It’s no secret that the declining health of our nation is a major public issue. It has been suggested that the current generation of young people will be the first to be less healthy than their parents, primarily because of a lifestyle leading to obesity. They deserve better, but real change will require effort from all of us.
The negative impact of our poor health habits is spreading, affecting not just each of us, but also our economy. What do we do? How do we prevent future generations from suffering the consequences of unhealthy living?
The answer must be for communities to begin to take responsibility for themselves, rather than waiting for a government initiative or the latest scientific breakthrough. This might seem obvious, but are we doing it? If community members were to combine their talents and resources to implement local, grass-roots initiatives, the health of the Centre Region would start to change for the better.
People Centre’d on Diabetes has embraced this premise since 2008. It’s composed of medical professionals, community members and those suffering with diabetes. This unique combination of members allows PCOD to effectively live up to its mission by educating the community about diabetes and providing solutions for healthy living.

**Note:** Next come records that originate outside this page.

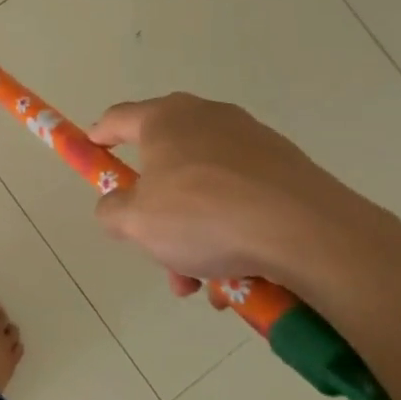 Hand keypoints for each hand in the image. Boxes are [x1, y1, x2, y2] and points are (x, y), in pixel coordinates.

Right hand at [87, 93, 395, 300]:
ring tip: (199, 281)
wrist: (308, 232)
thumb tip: (117, 207)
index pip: (117, 118)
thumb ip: (111, 211)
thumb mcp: (135, 222)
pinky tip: (235, 275)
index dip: (99, 136)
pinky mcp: (287, 168)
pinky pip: (241, 198)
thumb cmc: (203, 215)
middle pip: (165, 162)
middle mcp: (208, 118)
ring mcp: (252, 141)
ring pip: (204, 188)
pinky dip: (230, 230)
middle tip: (152, 246)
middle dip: (155, 210)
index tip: (92, 152)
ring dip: (193, 232)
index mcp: (165, 119) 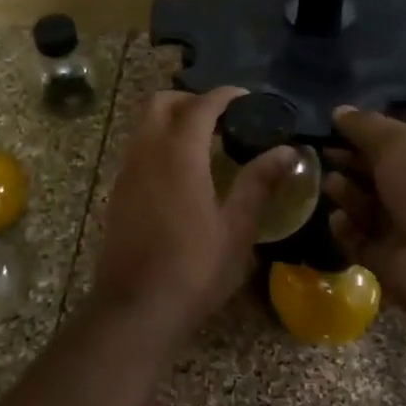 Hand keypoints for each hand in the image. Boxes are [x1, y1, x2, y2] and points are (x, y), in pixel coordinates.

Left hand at [89, 89, 296, 334]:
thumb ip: (259, 184)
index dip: (224, 96)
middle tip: (222, 119)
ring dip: (171, 121)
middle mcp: (146, 153)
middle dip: (190, 101)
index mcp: (178, 155)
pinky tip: (182, 173)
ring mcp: (126, 172)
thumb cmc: (193, 270)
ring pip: (144, 126)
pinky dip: (158, 143)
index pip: (200, 106)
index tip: (247, 99)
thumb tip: (287, 151)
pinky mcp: (117, 193)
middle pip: (161, 104)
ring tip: (205, 143)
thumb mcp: (236, 229)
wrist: (135, 309)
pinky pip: (137, 149)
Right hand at [325, 107, 405, 316]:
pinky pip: (357, 238)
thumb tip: (339, 111)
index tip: (331, 125)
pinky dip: (346, 228)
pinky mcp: (386, 257)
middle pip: (375, 172)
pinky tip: (339, 219)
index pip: (393, 141)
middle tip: (321, 153)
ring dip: (346, 193)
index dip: (363, 132)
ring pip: (364, 205)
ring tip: (332, 184)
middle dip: (348, 162)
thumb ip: (366, 126)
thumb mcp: (398, 143)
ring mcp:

A great example is PCOD’s support of the Nutrition Habit Challenge (www.nutritionhabitchallenge.com), which was held during February. The NHC is a grass-roots, community health initiative aimed at helping residents of the Centre Region practice healthy nutrition habits. In 2014 (its first year), 720 people participated by making a small dietary change and practicing this change for 28 days. This year, more than 2,200 people participated. If the NHC helps even half of those people make meaningful, long-lasting change, we are making a significant difference.
The NHC has done more than just empower people to practice healthy nutrition habits; it’s given our community a chance to join together and promote healthy living practices. Medical professionals, business leaders, teachers, and community members from all walks of life have joined together to promote the NHC simply because they believe in its mission. They realize that they have personal responsibility for the world we live in, and that they genuinely can make a difference here at home.
The NHC 2015 is an example that grass-roots initiatives can succeed, but they require effort from the entire community. Consider your contribution to the health of our community — could you be doing more? If the answer is yes, here are a few suggestions:
• Start by making small improvements in your personal health and the health of your family. After all, you and your family are part of the community you are trying to help.
• Get involved with organizations (such as PCOD) committed to grass-roots missions.
• Get creative. The NHC is just one creative initiative. There are many bright minds in our community that can create fun, motivating initiatives.
Regardless of profession, health or social status, all community members have a responsibility to contribute to the good health of the Centre Region. Let’s join together and take it on.